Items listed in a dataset
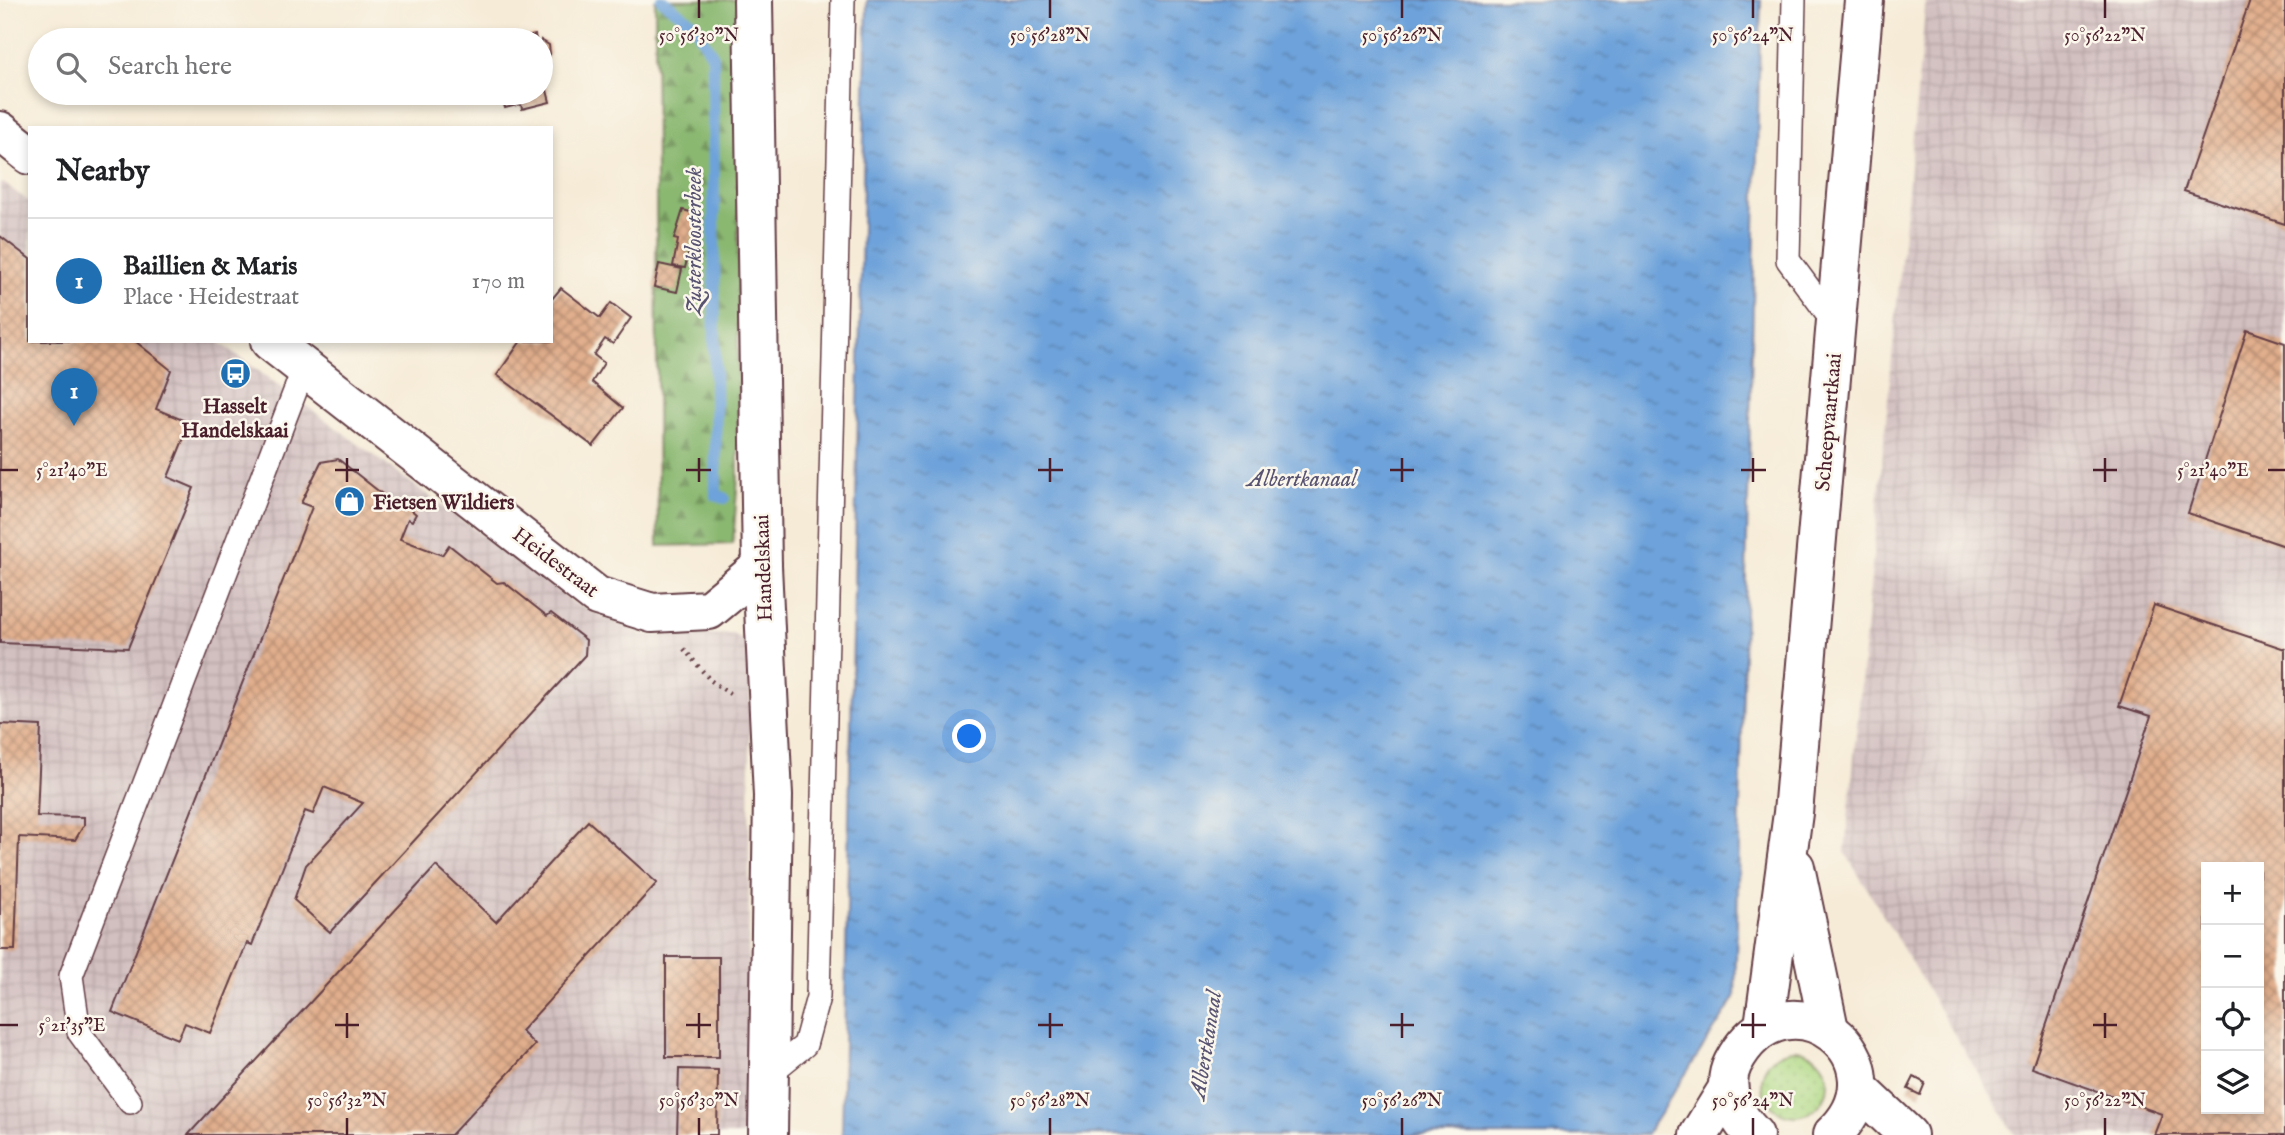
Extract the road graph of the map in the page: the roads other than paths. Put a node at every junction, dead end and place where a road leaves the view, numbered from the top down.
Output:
1 (753, 0) edge
2 (843, 0) edge
3 (1794, 0) edge
4 (1864, 0) edge
5 (0, 131) edge
6 (28, 153) edge
7 (1836, 325) junction
8 (273, 343) edge
9 (304, 368) junction
10 (762, 566) junction
11 (1790, 844) junction
12 (1764, 1026) junction
13 (1829, 1029) junction
14 (768, 1074) junction
15 (1728, 1088) junction
16 (1859, 1089) junction
17 (130, 1102) dead end
18 (768, 1135) edge
19 (1699, 1135) edge
20 (1754, 1135) edge
21 (1832, 1135) edge
22 (1908, 1135) edge

1 - 10 street, Handelskaai
2 - 14 lane
3 - 7 lane
4 - 7 street, Scheepvaartkaai
5 - 6 street
7 - 11 street, Scheepvaartkaai
8 - 9 street, Heidestraat
9 - 10 street, Heidestraat
9 - 17 lane
10 - 14 street, Handelskaai
11 - 12 street, Scheepvaartkaai
11 - 13 street, Scheepvaartkaai
12 - 13 street
12 - 15 street
13 - 16 street
14 - 18 street, Handelskaai
15 - 19 street
15 - 20 street
16 - 21 street
16 - 22 street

• _Exercise aim_:
Transcribe the data word for word, with no images.

• _Answer for this exercise_:
Extract the road graph of the map in the page: the roads other than paths. Put a node at every junction, dead end and place where a road leaves the view, numbered from the top down.
Output:
1 (753, 0) edge
2 (843, 0) edge
3 (1794, 0) edge
4 (1864, 0) edge
5 (0, 131) edge
6 (28, 153) edge
7 (1836, 325) junction
8 (273, 343) edge
9 (304, 368) junction
10 (762, 566) junction
11 (1790, 844) junction
12 (1764, 1026) junction
13 (1829, 1029) junction
14 (768, 1074) junction
15 (1728, 1088) junction
16 (1859, 1089) junction
17 (130, 1102) dead end
18 (768, 1135) edge
19 (1699, 1135) edge
20 (1754, 1135) edge
21 (1832, 1135) edge
22 (1908, 1135) edge

1 - 10 street, Handelskaai
2 - 14 lane
3 - 7 lane
4 - 7 street, Scheepvaartkaai
5 - 6 street
7 - 11 street, Scheepvaartkaai
8 - 9 street, Heidestraat
9 - 10 street, Heidestraat
9 - 17 lane
10 - 14 street, Handelskaai
11 - 12 street, Scheepvaartkaai
11 - 13 street, Scheepvaartkaai
12 - 13 street
12 - 15 street
13 - 16 street
14 - 18 street, Handelskaai
15 - 19 street
15 - 20 street
16 - 21 street
16 - 22 street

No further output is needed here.